Bana sinirliydi. Bunu anlayabiliyordum, benden nefret ediyordu. Bende ona bayılmıyordum fakat bazı şeylere de göz yumuyordum. Ne kadar yumuşak bir kişiliğim olsa da asi biriydim. Kendimi ezdirmez ve başka birilerinin de ezilmesine göz yumamazdım. İşin aslı, garip biriydim.

Kapıdan gelen tıkırtıyla birlikte nefesimi tutarken gözlerimi tavandan ayırmadım. Saatin kaç olduğunu bilmiyordum fakat güneş ışıklarına göre sabahın erken saatleri olmalıydı. Yani, kahvaltı vakti.

"Uslanmışsın anlaşılan." dedi odada ki uzun süren sesizliği bıçak gibi kesen Jungkook.

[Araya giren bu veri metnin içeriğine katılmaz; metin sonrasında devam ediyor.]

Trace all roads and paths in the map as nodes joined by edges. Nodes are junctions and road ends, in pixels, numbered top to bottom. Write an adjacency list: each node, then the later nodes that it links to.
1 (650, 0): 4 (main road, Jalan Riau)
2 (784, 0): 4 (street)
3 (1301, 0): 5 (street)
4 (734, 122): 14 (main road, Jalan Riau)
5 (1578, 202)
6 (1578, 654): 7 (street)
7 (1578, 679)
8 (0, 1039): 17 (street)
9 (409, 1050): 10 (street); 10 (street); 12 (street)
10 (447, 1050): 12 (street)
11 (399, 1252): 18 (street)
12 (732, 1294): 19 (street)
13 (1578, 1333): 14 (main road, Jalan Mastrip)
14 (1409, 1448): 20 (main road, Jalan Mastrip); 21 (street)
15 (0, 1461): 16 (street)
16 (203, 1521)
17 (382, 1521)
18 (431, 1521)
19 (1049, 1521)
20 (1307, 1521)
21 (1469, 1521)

Beni kışkırtmaya çalıştığını biliyordum, son üç gündür bunu sıkça üzerimde uyguluyordu zaten. "Cezanın sonuna mı gelsek artık?"

Gözlerimi tavandan ayırmadım, ona bakmak istemiyordum. Beni burada zorla tutuyordu ve annemi bile arayamıyordum. Gerçi, istesemde arayamazdım. Çünkü, Jungkook beni odaya kilitlemeden önce telefonumu almıştı. Ki olsaydı bile, annemi arayıp Jungkook'un böyle bir şey yaptığını söyleyemezdim. Eğer bana böyle bir hareket yaptığını söylersem büyük ihtimalle çok kırılırdı. Onu üzmek istemediğim için sadece susmakla yetiniyordum. Her zaman ki gibi.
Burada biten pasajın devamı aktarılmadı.